I’ve tried to reply to this 3 times and each time I just tie myself up in knots trying to work out where to start. Change has to happen, but I can’t even guess at where to begin. Opportunities have to be better but that means education has to be better which means social issues have to be addressed which means, which means, which means... And you can trace the ingrained problem right back to our colonial history. We baked in the problem societally and economically.

There were people making Nazi salutes and shouting Eng-er-land near the Cenotaph today. That’s how bad we’ve got.
I’m with you in the “going round in circles”. I think that a decent education would be a good starting point to addressing social inequality for people of colour (and hopefully do something about the ing-er-land-ers to boot)...but I’m just another white person.

Several of the people I’ve seen talking about allyship have said “this is a white problem; you’re white, go fix it!” and I feel like “well yes, I’d like to, but I’m not rich and I’m female and I can’t get my voice heard either so...what do you think I can do?”. I’m not denying that I have benefitted from white privilege, but that doesn’t give me power.

Re: How to help end structural racism

Posted: Sat Jun 13, 2020 6:36 pm
by discovolante
Sorry tom I haven't got round to listening to the radio discussions yet so I'm conscious that I might be getting things wrong or repeating what is said in them.
EllyCat wrote:
Sat Jun 13, 2020 6:14 pm
Vertigowooyay wrote:
Sat Jun 13, 2020 2:35 pm
I’ve tried to reply to this 3 times and each time I just tie myself up in knots trying to work out where to start. Change has to happen, but I can’t even guess at where to begin. Opportunities have to be better but that means education has to be better which means social issues have to be addressed which means, which means, which means... And you can trace the ingrained problem right back to our colonial history. We baked in the problem societally and economically.

There were people making Nazi salutes and shouting Eng-er-land near the Cenotaph today. That’s how bad we’ve got.
I’m with you in the “going round in circles”. I think that a decent education would be a good starting point to addressing social inequality for people of colour (and hopefully do something about the ing-er-land-ers to boot)...but I’m just another white person.

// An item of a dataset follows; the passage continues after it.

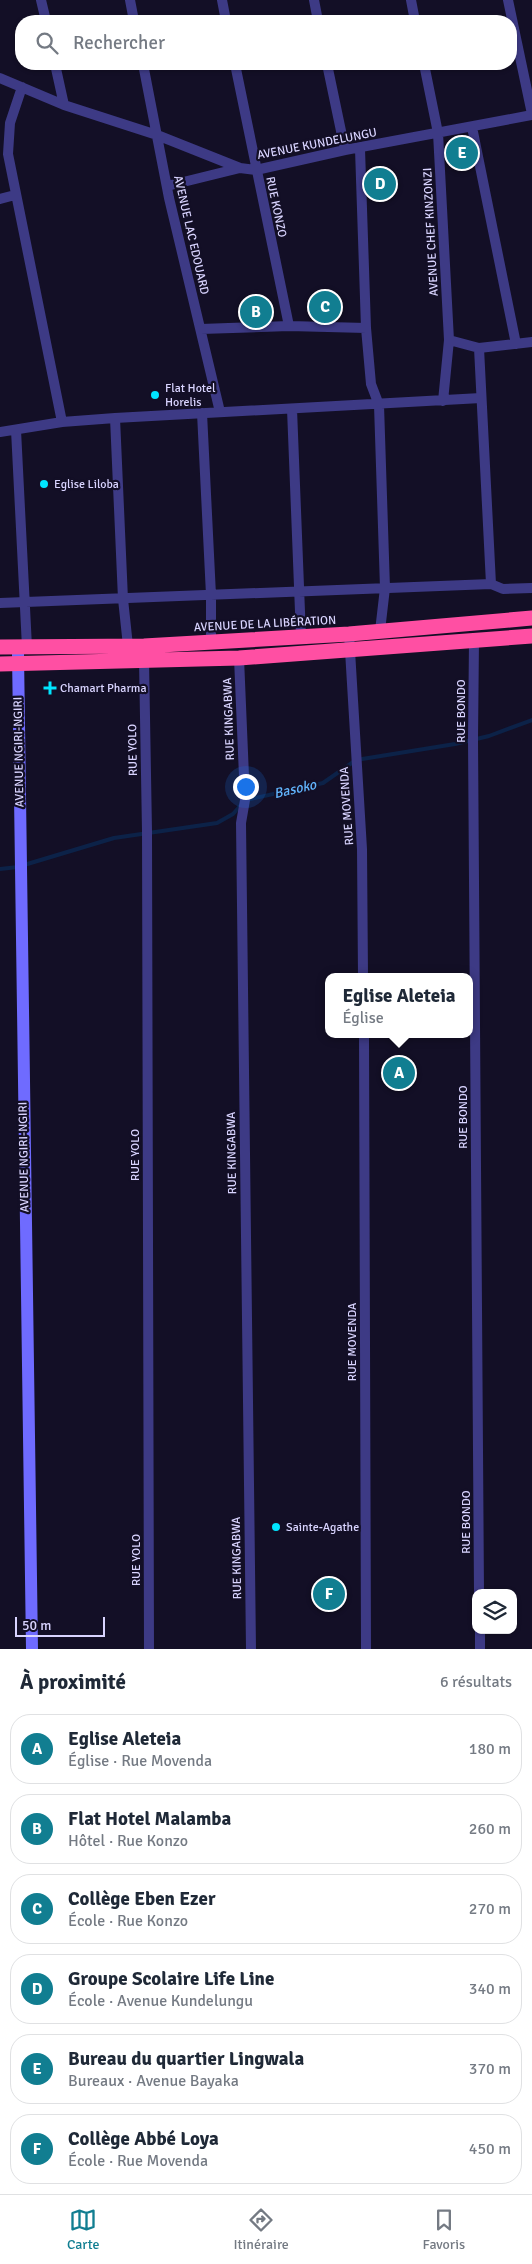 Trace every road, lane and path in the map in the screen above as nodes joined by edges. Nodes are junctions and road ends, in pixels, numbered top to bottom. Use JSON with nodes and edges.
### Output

Several of the people I’ve seen talking about allyship have said “this is a white problem; you’re white, go fix it!” and I feel like “well yes, I’d like to, but I’m not rich and I’m female and I can’t get my voice heard either so...what do you think I can do?”. I’m not denying that I have benefitted from white privilege, but that doesn’t give me power.
I don't think it can be seen as a 'fix' - one other thing white people get called up on is going 'oh no I've spent a whole WEEK doing this and now I'm tired' and it's like well yeah...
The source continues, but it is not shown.